_Records for processing_:
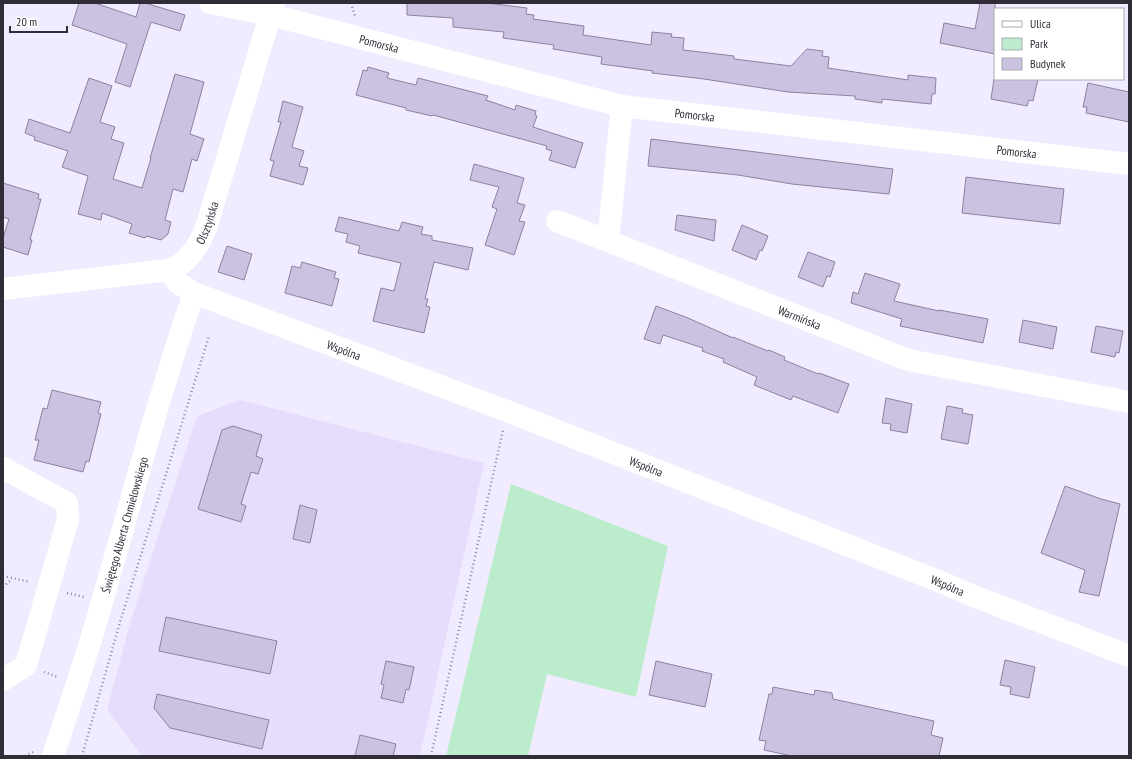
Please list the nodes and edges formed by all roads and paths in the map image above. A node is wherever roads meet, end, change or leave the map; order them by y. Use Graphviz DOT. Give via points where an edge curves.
graph roads {
  1 [pos="210,3"];
  2 [pos="351,3"];
  3 [pos="272,9"];
  4 [pos="356,21"];
  5 [pos="622,106"];
  6 [pos="1129,164"];
  7 [pos="557,221"];
  8 [pos="608,241"];
  9 [pos="169,270"];
  10 [pos="3,289"];
  11 [pos="194,293"];
  12 [pos="209,336"];
  13 [pos="1129,402"];
  14 [pos="507,411"];
  15 [pos="3,468"];
  16 [pos="13,578"];
  17 [pos="3,587"];
  18 [pos="1129,656"];
  19 [pos="3,680"];
  20 [pos="53,756"];
  21 [pos="82,756"];
  22 [pos="431,756"];
  1 -- 3 [label="street, Pomorska"];
  2 -- 4 [label="path"];
  3 -- 5 [label="street, Pomorska"];
  3 -- 9 [label="street, Olsztyńska" via="206,228 196,250 177,267"];
  5 -- 6 [label="street, Pomorska"];
  5 -- 8 [label="street"];
  7 -- 8 [label="street, Warmińska"];
  8 -- 13 [label="street, Warmińska" via="908,360"];
  9 -- 10 [label="street, Olsztyńska"];
  9 -- 11 [label="street, Wspólna" via="177,282"];
  11 -- 14 [label="street, Wspólna"];
  11 -- 20 [label="street, Świętego Alberta Chmielowskiego" via="100,611"];
  12 -- 21 [label="path" via="120,622"];
  14 -- 18 [label="street, Wspólna"];
  14 -- 22 [label="path"];
  15 -- 19 [label="street" via="67,503 68,519 26,665"];
  16 -- 17 [label="path"];
}
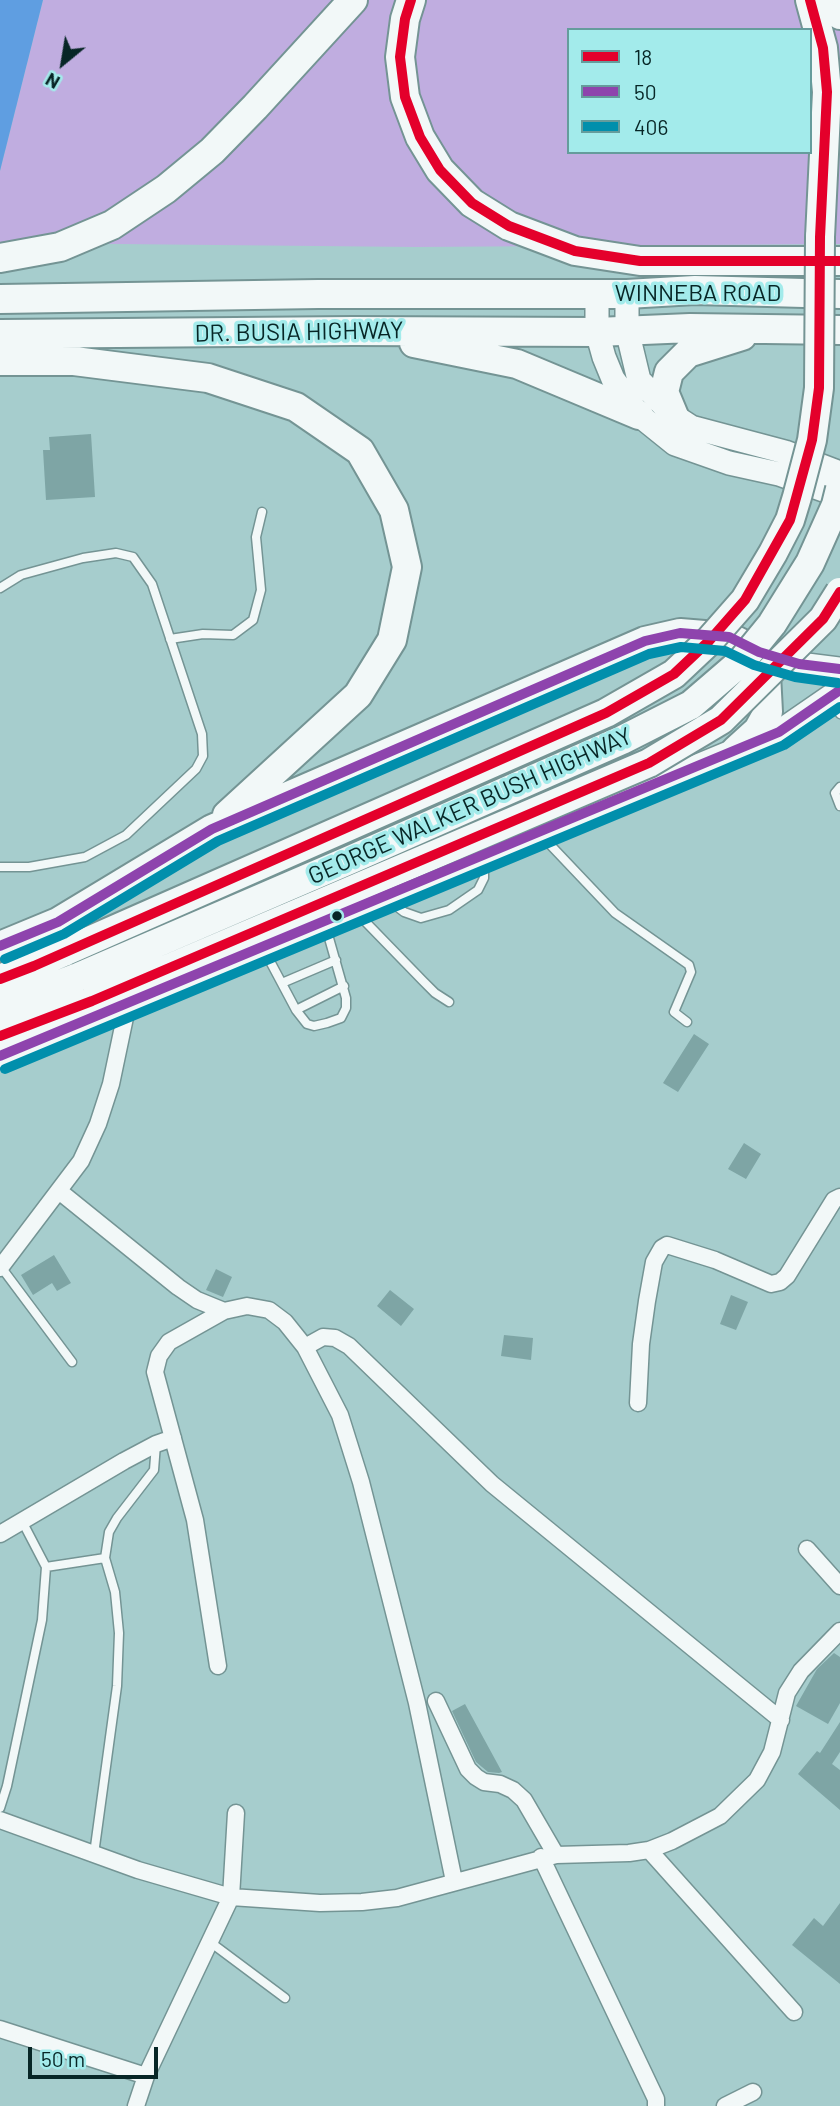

_Your goal_: Extract every line of the data exactly; pictures stay out.

_Response area_:
Please list the nodes and edges formed by all roads and paths in the map image above. A node is wherever roads meet, end, change or leave the map; order them by y. Use Graphviz DOT. Give via points where an edge curves.
graph roads {
  1 [pos="210,3"];
  2 [pos="351,3"];
  3 [pos="272,9"];
  4 [pos="356,21"];
  5 [pos="622,106"];
  6 [pos="1129,164"];
  7 [pos="557,221"];
  8 [pos="608,241"];
  9 [pos="169,270"];
  10 [pos="3,289"];
  11 [pos="194,293"];
  12 [pos="209,336"];
  13 [pos="1129,402"];
  14 [pos="507,411"];
  15 [pos="3,468"];
  16 [pos="13,578"];
  17 [pos="3,587"];
  18 [pos="1129,656"];
  19 [pos="3,680"];
  20 [pos="53,756"];
  21 [pos="82,756"];
  22 [pos="431,756"];
  1 -- 3 [label="street, Pomorska"];
  2 -- 4 [label="path"];
  3 -- 5 [label="street, Pomorska"];
  3 -- 9 [label="street, Olsztyńska" via="206,228 196,250 177,267"];
  5 -- 6 [label="street, Pomorska"];
  5 -- 8 [label="street"];
  7 -- 8 [label="street, Warmińska"];
  8 -- 13 [label="street, Warmińska" via="908,360"];
  9 -- 10 [label="street, Olsztyńska"];
  9 -- 11 [label="street, Wspólna" via="177,282"];
  11 -- 14 [label="street, Wspólna"];
  11 -- 20 [label="street, Świętego Alberta Chmielowskiego" via="100,611"];
  12 -- 21 [label="path" via="120,622"];
  14 -- 18 [label="street, Wspólna"];
  14 -- 22 [label="path"];
  15 -- 19 [label="street" via="67,503 68,519 26,665"];
  16 -- 17 [label="path"];
}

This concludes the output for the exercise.